Friday, July 11, 2025

Consumer Staples Have Some Value Left

There is some news around the consumer staples, which is a popular bread and butter sector for many dividend growth investors. It looks like the sector has some value, that could be unlocked by private buyers or spin-offs.

Last week, Ferrero Group announced that it will acquire WK Kellogg (KLG) for $23/share.

Back in 2023, Kellogg's split into WK Kellogg (KLG) and Kellanova (K). Kellanova itself is in the process of being acquired by Mars Inc

Today, Kraft Heinz is rumored to be planning to split off its grocery business, from its sauce and spreads business. In effect splitting into a Kraft and a Heinz. That could unlock some value, and potentially get someone else to bid up for those separate companies.

Looks like there is some value left in consumer staple brands after all. Perhaps those deals are a sign that public market valuations are lower than what the intrinsic values to a private buyer would be.

For those who like to play the relative performance game, the consumer staples sector (XLP) has lagged the averages in the past 15 years.


Of course, it really did much better in the lost decade of the 2000s and then some.

Those companies have managed to weather many storms, and succeed in a slow and steady fashion.


It's fascinating to look under the hood on the staples etf. 

The two largest companies, Costco (COST) and Walmart (WMT),  are not what many of us would consider to be a consumer staple. 

These sector classifications are indeed something, arent' they?



There is some untapped value there I think, in the traditional consumer staples space however. These companies can weather storms well, but also deliver returns when things are good too. 

There are some risks to some companies in the sector, though these companies have also been known to manage a ton of risks and obstacles over the decades, and overcome them. 

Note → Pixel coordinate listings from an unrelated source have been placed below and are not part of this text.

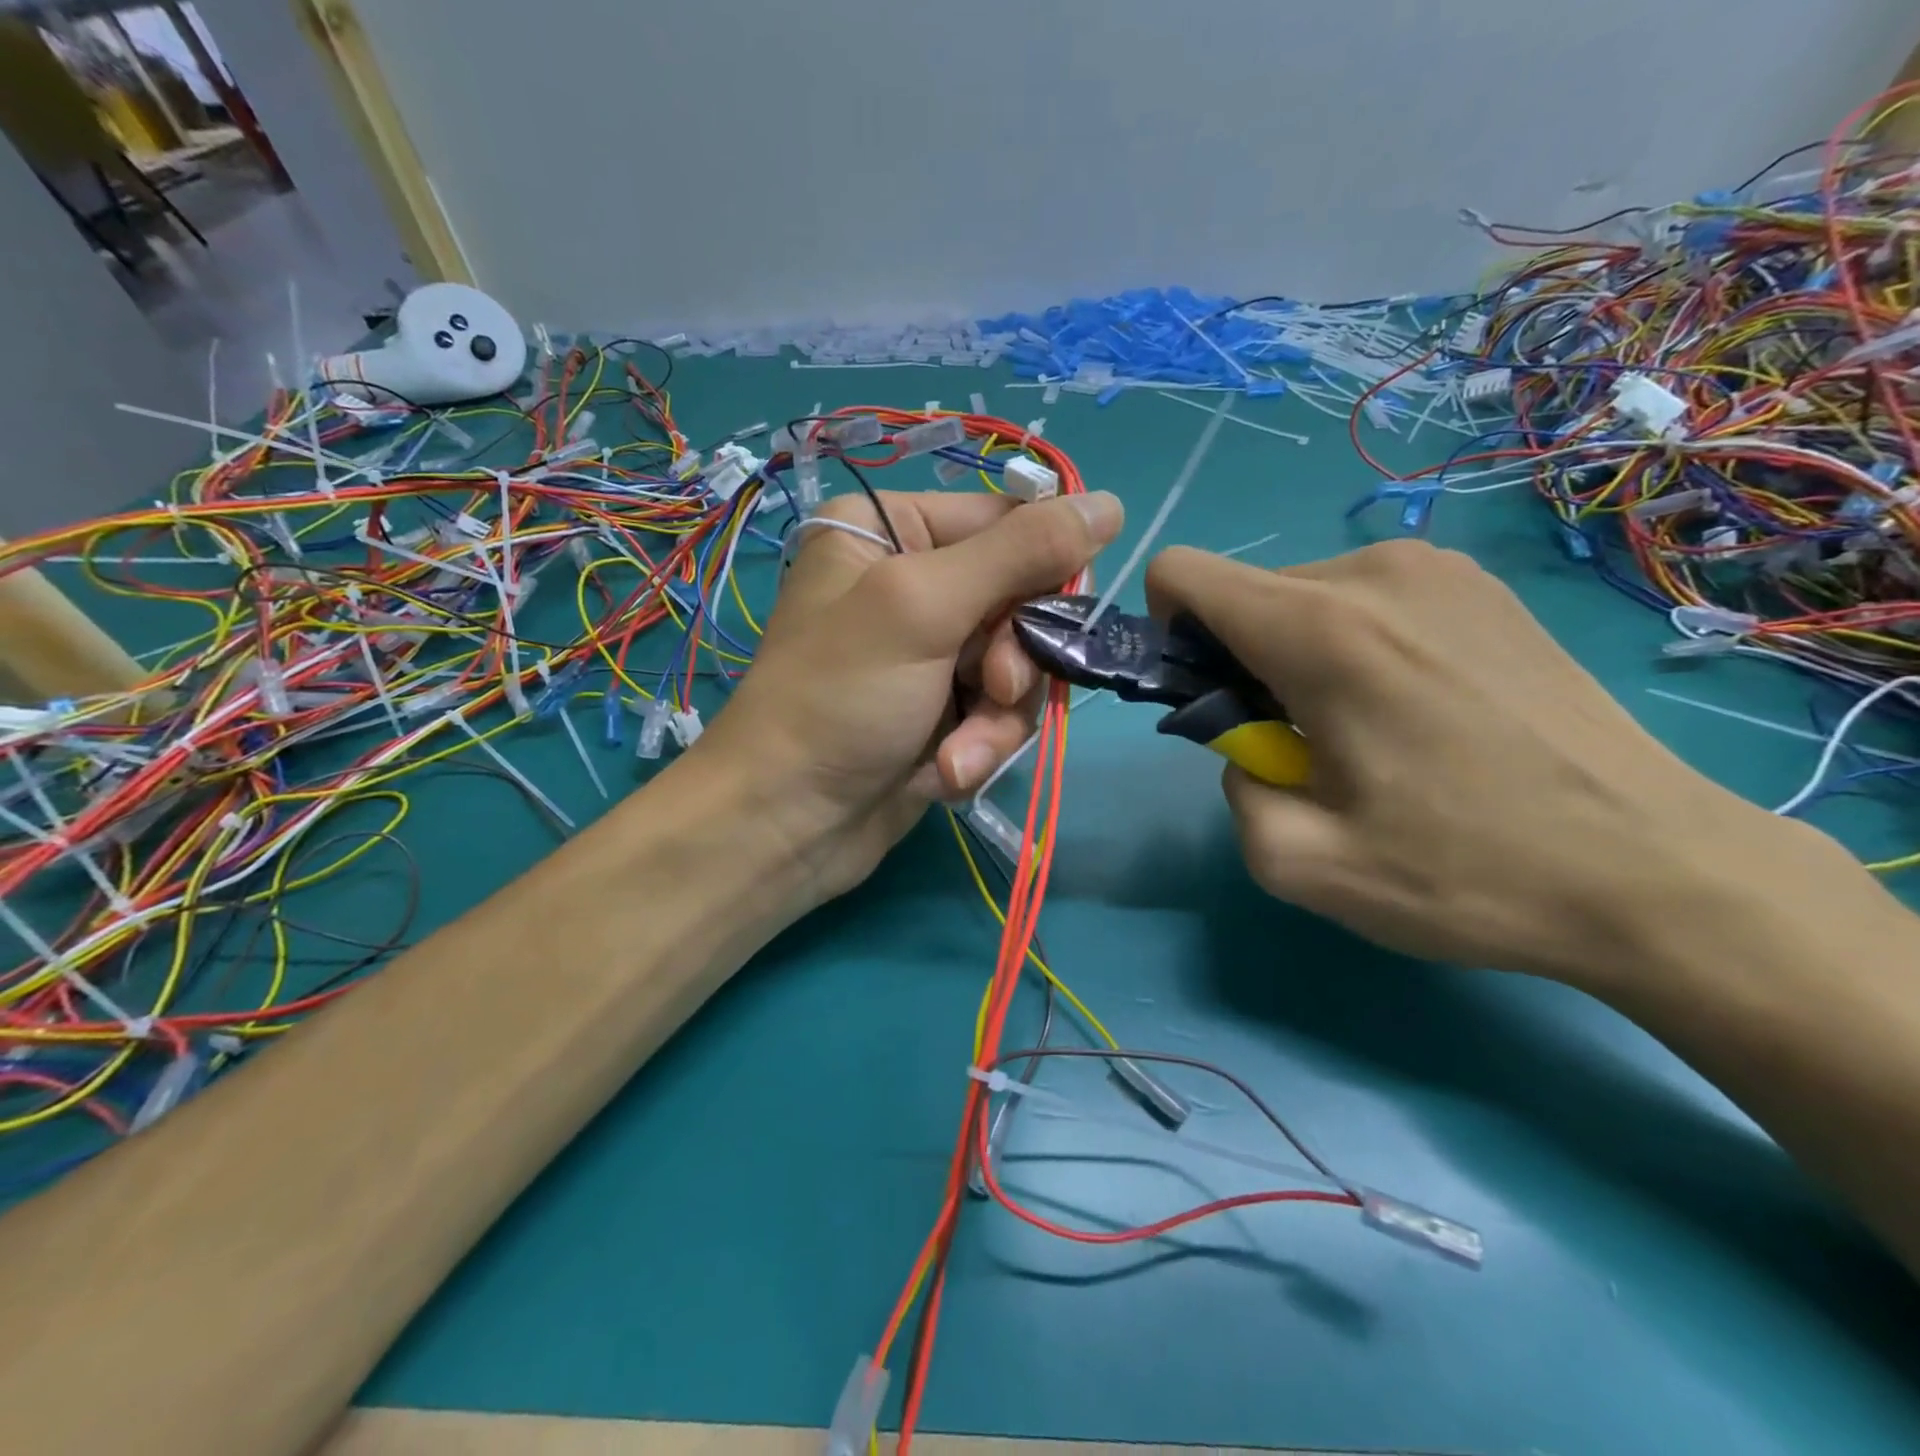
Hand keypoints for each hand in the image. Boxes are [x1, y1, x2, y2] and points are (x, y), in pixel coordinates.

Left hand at [693, 488, 1123, 907]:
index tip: (1054, 620)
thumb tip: (1110, 503)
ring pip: (1016, 666)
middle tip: (991, 691)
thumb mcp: (923, 608)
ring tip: (955, 755)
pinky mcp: (940, 710)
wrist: (785, 823)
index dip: (1044, 571)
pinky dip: (978, 746)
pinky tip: (945, 774)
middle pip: (1020, 600)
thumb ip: (1020, 553)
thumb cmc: (838, 698)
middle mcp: (912, 583)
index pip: (1008, 523)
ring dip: (996, 719)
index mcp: (892, 530)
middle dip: (1012, 662)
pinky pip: (996, 712)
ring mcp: (928, 652)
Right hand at [1146, 539, 1806, 986]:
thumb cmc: (1468, 872)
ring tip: (1365, 732)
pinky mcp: (1482, 588)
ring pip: (1303, 597)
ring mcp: (1438, 570)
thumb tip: (1247, 744)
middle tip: (1300, 743)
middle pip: (1243, 594)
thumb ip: (1230, 787)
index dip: (1166, 632)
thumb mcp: (1300, 863)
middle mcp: (1374, 574)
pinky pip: (1366, 600)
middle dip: (1240, 662)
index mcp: (1320, 631)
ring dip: (1297, 658)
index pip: (1182, 574)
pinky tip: (1414, 711)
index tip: (1209, 699)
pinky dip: (1353, 645)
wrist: (1658, 872)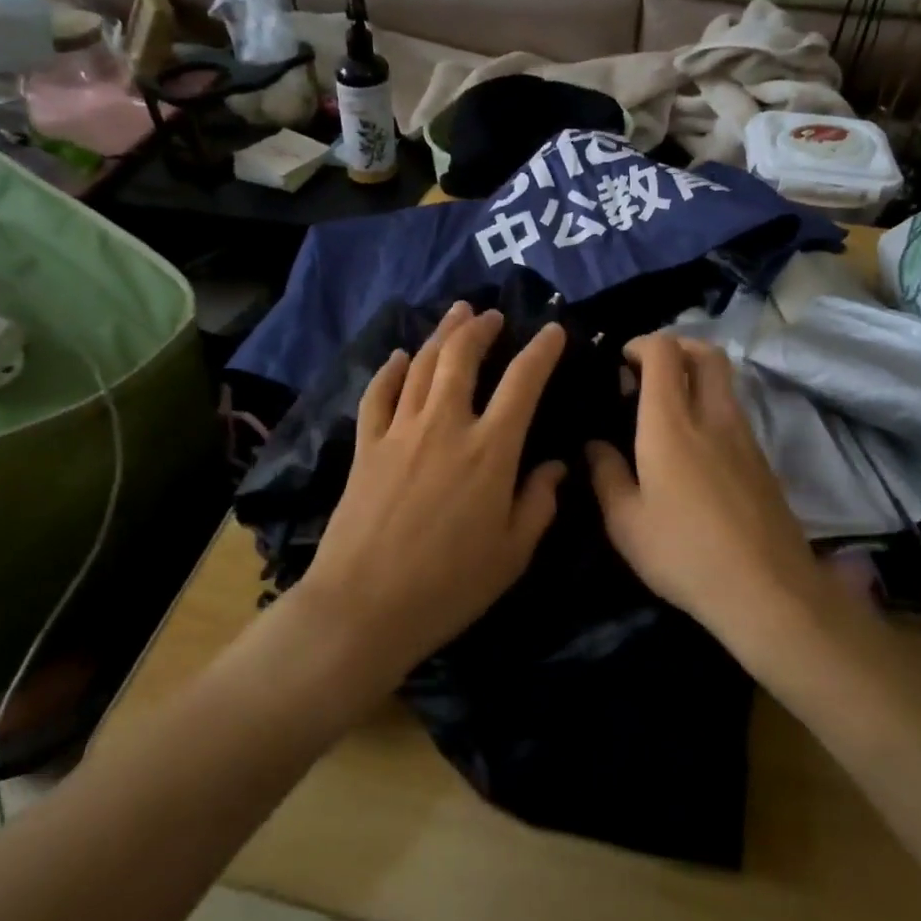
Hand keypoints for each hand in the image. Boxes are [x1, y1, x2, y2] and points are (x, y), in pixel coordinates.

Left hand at [291, 302, 568, 684]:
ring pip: (420, 365)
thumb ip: (539, 502)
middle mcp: (445, 425)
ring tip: (456, 315)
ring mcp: (400, 431)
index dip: (541, 350)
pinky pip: (378, 394)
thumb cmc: (449, 586)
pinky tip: (397, 357)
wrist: (364, 606)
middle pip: (461, 357)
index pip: (523, 382)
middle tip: (491, 314)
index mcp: (490, 449)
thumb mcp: (513, 553)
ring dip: (440, 335)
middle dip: (479, 328)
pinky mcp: (366, 446)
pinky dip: (389, 370)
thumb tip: (556, 466)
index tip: (552, 331)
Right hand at [587, 334, 822, 645]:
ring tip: (666, 410)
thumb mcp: (625, 522)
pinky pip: (734, 412)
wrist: (767, 590)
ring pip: (725, 381)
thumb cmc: (684, 553)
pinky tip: (693, 447)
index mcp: (671, 423)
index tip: (621, 362)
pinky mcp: (763, 460)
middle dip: (677, 346)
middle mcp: (712, 416)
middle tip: (649, 370)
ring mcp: (745, 436)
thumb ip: (605, 474)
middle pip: (706, 352)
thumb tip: (595, 445)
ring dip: (696, 376)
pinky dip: (711, 407)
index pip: (664, 352)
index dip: (641, 344)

These strong brands have some pricing power left too, along with some loyal customer following. Yes, consumers are squeezed, and yes there is always the risk of generics and probably other risks as well     ( Ozempic for some). But these companies have also managed to overcome those risks in the past, so perhaps they'd pull another trick from up their sleeves.


There's probably a reason why there are so many consumer staples in the list of the best performing companies over the past half a century or so..

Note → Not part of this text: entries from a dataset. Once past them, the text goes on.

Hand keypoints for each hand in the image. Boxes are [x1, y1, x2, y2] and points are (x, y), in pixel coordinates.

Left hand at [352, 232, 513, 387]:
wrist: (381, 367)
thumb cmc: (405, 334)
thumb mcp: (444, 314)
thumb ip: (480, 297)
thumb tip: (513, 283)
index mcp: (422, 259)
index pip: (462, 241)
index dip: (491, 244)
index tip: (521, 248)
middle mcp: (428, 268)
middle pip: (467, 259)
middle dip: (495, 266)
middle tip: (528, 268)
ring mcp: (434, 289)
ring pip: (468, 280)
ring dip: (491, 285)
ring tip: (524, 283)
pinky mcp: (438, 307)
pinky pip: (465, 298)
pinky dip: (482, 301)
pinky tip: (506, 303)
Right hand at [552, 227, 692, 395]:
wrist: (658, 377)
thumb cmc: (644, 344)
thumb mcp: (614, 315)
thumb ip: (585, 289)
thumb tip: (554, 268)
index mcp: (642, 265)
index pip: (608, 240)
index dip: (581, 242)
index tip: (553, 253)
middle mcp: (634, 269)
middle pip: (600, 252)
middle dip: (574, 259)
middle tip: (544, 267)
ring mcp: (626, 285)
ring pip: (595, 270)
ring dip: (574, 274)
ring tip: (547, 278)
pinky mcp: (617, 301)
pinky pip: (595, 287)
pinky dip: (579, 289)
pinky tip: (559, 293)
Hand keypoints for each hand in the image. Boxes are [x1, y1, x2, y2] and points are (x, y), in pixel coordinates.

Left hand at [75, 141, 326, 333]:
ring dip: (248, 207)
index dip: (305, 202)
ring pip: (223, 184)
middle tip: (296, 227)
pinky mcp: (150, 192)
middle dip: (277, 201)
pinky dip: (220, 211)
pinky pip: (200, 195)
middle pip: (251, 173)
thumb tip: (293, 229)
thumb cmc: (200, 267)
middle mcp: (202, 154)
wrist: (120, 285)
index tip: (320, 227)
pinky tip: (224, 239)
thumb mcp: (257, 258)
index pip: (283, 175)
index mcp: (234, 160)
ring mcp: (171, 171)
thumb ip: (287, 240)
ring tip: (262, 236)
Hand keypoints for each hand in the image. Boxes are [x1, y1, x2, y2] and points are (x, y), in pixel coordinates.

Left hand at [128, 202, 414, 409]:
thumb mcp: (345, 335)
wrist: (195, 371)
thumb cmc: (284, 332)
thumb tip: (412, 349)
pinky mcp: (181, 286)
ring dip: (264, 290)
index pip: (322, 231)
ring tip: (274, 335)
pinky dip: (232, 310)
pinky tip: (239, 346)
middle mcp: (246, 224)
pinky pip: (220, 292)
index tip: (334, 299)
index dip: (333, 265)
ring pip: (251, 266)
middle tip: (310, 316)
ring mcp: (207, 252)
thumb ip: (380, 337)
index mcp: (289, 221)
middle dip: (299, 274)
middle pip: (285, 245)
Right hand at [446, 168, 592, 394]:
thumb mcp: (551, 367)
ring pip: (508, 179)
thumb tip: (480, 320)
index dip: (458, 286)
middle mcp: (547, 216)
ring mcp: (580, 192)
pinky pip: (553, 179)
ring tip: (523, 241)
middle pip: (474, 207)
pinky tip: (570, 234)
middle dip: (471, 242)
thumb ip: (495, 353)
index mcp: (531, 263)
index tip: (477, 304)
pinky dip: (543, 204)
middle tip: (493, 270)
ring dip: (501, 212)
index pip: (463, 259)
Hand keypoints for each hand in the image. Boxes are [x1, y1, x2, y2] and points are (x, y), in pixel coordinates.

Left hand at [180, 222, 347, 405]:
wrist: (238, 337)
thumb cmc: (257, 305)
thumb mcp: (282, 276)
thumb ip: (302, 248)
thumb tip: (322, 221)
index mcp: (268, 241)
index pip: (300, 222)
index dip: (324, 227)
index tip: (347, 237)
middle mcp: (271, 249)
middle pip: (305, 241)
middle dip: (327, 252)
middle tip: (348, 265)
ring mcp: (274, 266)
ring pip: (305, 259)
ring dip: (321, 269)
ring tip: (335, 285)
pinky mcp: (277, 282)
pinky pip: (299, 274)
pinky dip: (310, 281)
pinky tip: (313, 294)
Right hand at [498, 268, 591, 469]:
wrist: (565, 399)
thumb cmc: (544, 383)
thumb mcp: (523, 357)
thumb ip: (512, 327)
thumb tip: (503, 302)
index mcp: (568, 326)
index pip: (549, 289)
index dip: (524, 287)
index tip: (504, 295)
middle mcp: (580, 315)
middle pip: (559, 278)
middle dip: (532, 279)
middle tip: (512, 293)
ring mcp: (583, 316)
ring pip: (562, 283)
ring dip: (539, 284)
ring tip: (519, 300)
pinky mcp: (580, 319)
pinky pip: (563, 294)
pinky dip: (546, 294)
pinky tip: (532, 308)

Even an average return can compound to a lot of wealth if left uninterrupted for a long time..

That being said, one should always use the type of logical evaluation of each company, before investing in my opinion. On my end this means requiring a long history of dividend increases, that is supported by growth in earnings per share. I also want an adequate dividend payout ratio as well as a good valuation.  This provides some margin of safety for the diversified dividend growth investor.